> [PROBLEM STATEMENT]:
Below are the records; locate each line with the word "Answer" and copy it.

★ ★ ★ ★

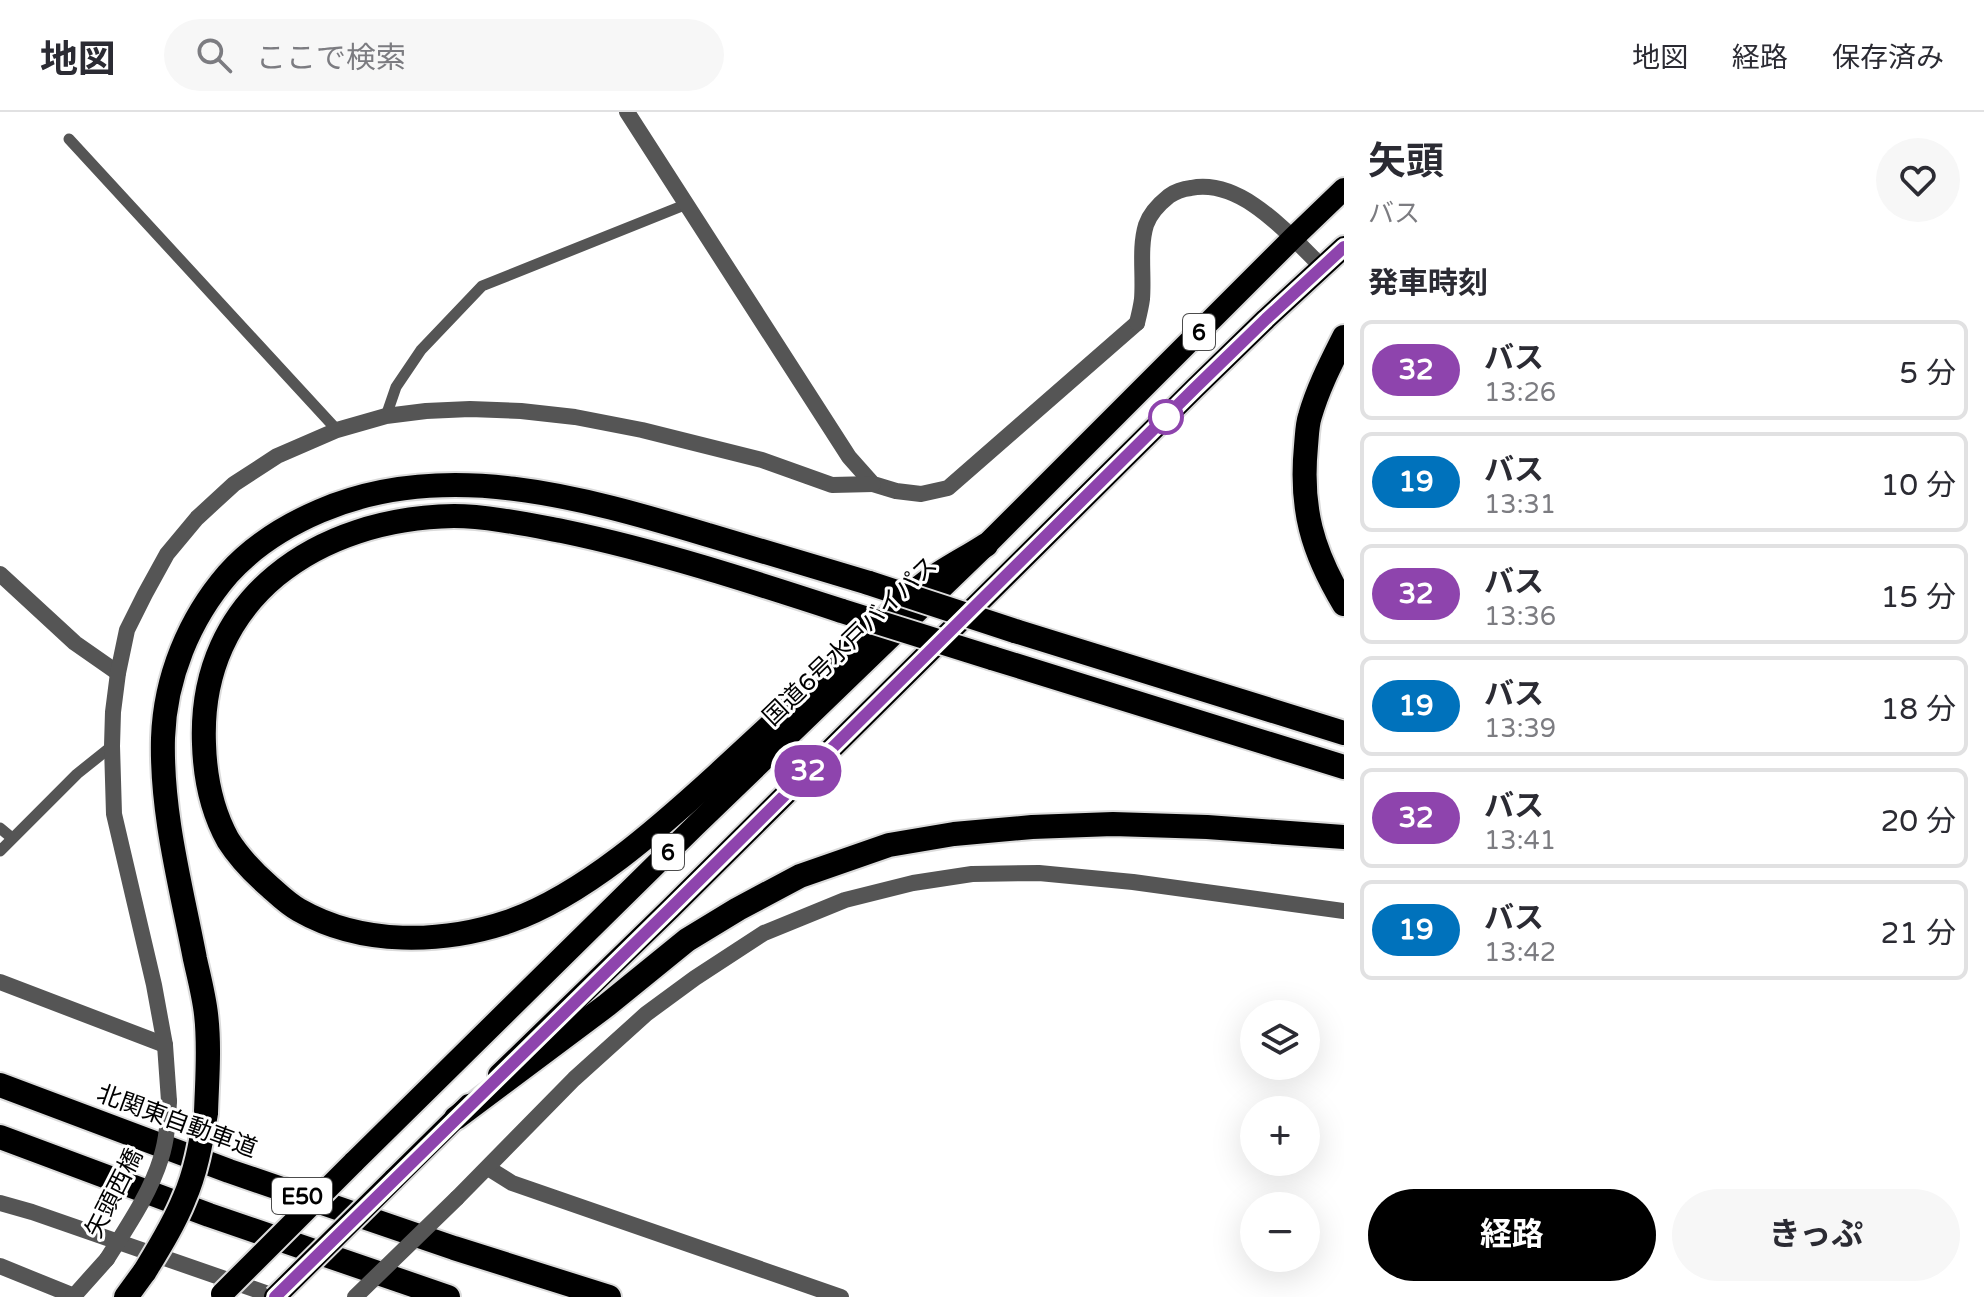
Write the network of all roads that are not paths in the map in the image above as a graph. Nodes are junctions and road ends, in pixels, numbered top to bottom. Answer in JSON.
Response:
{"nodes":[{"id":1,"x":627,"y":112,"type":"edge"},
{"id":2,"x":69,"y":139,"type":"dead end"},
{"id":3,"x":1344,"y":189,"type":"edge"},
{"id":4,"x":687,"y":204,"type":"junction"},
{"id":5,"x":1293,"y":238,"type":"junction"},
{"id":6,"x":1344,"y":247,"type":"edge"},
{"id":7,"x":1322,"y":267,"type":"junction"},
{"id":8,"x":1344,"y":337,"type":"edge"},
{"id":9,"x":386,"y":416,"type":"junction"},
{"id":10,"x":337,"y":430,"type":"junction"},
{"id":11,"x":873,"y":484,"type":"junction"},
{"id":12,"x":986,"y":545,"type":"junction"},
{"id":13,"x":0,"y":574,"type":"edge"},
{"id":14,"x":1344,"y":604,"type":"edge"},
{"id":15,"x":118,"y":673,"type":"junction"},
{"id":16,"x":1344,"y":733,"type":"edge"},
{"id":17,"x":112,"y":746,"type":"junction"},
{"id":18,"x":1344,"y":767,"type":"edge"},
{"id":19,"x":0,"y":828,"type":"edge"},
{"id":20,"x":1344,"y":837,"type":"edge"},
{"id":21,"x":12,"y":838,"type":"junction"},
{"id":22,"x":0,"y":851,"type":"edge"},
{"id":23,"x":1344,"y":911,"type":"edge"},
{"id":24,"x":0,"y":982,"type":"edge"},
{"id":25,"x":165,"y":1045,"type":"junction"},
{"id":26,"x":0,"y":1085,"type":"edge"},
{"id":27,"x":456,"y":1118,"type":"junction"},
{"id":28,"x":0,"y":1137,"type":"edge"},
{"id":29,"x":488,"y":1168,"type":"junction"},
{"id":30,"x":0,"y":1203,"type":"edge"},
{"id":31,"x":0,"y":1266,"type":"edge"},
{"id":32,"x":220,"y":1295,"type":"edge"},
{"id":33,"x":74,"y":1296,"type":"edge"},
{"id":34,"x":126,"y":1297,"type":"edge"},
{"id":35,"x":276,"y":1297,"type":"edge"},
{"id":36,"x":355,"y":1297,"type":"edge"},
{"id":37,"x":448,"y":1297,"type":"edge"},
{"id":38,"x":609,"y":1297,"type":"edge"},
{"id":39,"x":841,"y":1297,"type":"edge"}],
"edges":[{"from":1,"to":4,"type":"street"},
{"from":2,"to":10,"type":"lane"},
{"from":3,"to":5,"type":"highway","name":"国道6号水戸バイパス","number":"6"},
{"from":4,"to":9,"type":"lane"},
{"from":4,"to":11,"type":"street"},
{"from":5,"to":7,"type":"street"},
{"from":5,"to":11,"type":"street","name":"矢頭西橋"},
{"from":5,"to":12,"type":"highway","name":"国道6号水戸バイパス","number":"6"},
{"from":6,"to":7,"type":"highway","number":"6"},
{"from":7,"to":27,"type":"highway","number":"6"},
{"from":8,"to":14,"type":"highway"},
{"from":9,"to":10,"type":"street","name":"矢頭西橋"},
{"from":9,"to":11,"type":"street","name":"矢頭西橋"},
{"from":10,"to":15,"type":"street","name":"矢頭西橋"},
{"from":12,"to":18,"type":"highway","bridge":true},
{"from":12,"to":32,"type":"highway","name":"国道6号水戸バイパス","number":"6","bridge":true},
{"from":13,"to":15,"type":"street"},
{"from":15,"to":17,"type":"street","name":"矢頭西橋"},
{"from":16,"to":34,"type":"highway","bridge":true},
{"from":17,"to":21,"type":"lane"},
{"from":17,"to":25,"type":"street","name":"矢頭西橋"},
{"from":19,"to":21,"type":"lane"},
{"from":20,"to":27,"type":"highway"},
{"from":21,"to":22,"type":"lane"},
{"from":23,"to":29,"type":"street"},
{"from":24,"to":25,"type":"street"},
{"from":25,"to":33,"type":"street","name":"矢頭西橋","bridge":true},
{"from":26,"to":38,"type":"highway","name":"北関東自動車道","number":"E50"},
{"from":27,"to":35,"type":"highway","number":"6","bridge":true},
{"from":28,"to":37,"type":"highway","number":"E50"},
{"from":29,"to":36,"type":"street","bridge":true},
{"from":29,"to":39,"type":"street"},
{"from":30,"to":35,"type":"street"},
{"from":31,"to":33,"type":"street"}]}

★ ★ ★ ★

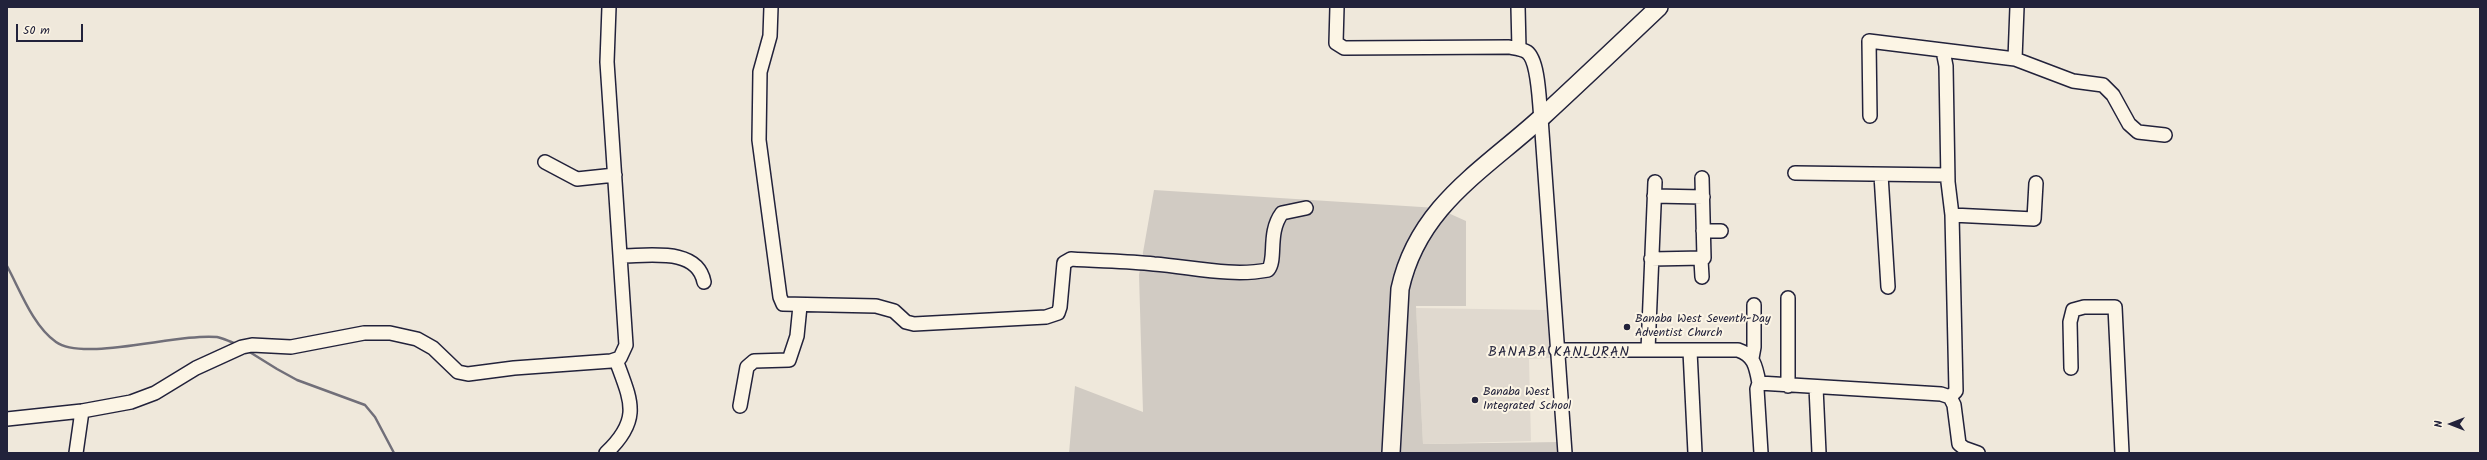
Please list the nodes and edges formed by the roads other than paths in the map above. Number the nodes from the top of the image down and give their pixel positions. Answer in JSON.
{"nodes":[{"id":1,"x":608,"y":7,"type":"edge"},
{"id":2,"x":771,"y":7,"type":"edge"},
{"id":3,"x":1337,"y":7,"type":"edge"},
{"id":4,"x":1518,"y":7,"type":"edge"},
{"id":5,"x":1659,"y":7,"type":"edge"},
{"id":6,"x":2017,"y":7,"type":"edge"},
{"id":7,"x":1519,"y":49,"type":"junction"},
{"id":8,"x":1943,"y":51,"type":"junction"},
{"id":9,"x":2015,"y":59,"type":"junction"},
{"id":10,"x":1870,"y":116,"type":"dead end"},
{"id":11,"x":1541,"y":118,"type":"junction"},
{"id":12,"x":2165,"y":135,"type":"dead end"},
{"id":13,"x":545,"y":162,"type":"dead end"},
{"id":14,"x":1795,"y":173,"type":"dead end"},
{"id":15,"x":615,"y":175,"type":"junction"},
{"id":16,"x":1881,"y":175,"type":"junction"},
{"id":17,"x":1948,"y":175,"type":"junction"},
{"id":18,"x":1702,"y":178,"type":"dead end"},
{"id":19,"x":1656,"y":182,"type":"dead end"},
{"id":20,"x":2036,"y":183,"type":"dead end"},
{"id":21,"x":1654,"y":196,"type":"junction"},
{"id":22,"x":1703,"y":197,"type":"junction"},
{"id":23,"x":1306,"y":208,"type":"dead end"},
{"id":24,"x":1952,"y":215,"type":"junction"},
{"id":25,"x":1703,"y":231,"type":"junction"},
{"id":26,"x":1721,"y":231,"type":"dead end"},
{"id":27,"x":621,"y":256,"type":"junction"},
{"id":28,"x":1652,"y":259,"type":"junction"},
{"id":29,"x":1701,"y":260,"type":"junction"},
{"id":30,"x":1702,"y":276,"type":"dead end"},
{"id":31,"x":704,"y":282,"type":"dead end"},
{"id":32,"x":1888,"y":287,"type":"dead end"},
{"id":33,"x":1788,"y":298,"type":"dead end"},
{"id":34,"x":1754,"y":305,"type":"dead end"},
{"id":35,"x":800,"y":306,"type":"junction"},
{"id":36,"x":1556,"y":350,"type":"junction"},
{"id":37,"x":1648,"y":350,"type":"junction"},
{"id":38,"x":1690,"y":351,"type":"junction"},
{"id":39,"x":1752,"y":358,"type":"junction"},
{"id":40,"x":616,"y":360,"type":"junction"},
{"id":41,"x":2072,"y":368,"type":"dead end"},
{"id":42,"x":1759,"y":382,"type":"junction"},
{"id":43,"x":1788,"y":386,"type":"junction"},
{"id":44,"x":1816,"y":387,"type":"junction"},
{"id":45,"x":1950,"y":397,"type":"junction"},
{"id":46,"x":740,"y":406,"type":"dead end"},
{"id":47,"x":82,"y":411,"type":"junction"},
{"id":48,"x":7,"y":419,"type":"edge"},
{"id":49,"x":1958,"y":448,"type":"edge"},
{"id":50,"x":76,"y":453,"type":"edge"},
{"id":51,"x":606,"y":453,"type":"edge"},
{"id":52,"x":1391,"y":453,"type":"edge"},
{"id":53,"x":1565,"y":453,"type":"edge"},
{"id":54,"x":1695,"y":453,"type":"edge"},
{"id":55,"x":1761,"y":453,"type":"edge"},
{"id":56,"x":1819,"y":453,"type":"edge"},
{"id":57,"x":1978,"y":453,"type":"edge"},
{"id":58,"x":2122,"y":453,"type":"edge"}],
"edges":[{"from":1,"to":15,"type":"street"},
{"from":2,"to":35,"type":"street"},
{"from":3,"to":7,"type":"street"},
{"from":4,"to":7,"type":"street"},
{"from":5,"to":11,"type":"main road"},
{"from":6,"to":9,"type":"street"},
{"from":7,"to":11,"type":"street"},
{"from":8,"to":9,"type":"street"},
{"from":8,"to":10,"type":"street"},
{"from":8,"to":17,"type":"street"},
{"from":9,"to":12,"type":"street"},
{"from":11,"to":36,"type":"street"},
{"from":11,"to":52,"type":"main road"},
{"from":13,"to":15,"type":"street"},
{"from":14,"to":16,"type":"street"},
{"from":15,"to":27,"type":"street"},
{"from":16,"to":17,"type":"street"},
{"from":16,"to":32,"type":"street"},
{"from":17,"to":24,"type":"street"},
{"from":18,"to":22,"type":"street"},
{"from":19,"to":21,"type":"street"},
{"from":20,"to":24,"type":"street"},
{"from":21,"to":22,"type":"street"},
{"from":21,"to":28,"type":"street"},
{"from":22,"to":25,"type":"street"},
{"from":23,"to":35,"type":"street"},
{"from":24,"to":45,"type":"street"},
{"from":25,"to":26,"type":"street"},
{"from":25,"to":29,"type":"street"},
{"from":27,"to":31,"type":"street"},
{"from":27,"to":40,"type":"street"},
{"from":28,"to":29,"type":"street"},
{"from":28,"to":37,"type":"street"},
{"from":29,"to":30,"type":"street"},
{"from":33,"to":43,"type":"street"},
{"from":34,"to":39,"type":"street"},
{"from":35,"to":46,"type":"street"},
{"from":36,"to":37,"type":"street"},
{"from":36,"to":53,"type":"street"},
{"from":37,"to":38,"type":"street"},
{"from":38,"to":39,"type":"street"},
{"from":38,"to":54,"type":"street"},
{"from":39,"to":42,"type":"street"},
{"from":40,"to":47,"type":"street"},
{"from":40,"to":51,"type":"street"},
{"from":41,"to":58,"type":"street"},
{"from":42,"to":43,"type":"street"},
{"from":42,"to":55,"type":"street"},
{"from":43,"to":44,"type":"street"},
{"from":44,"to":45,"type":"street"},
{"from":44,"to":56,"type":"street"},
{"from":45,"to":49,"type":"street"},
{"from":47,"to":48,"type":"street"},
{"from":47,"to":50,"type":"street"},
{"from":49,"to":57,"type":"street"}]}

★ ★ ★ ★

> [RESULT FOR THIS EXERCISE]:
Write the network of all roads that are not paths in the map in the image above as a graph. Nodes are junctions and road ends, in pixels, numbered top to bottom. Answer in JSON.
Please list the nodes and edges formed by the roads other than paths in the map above. Number the nodes from the top of the image down and give their pixel positions. Answer in JSON.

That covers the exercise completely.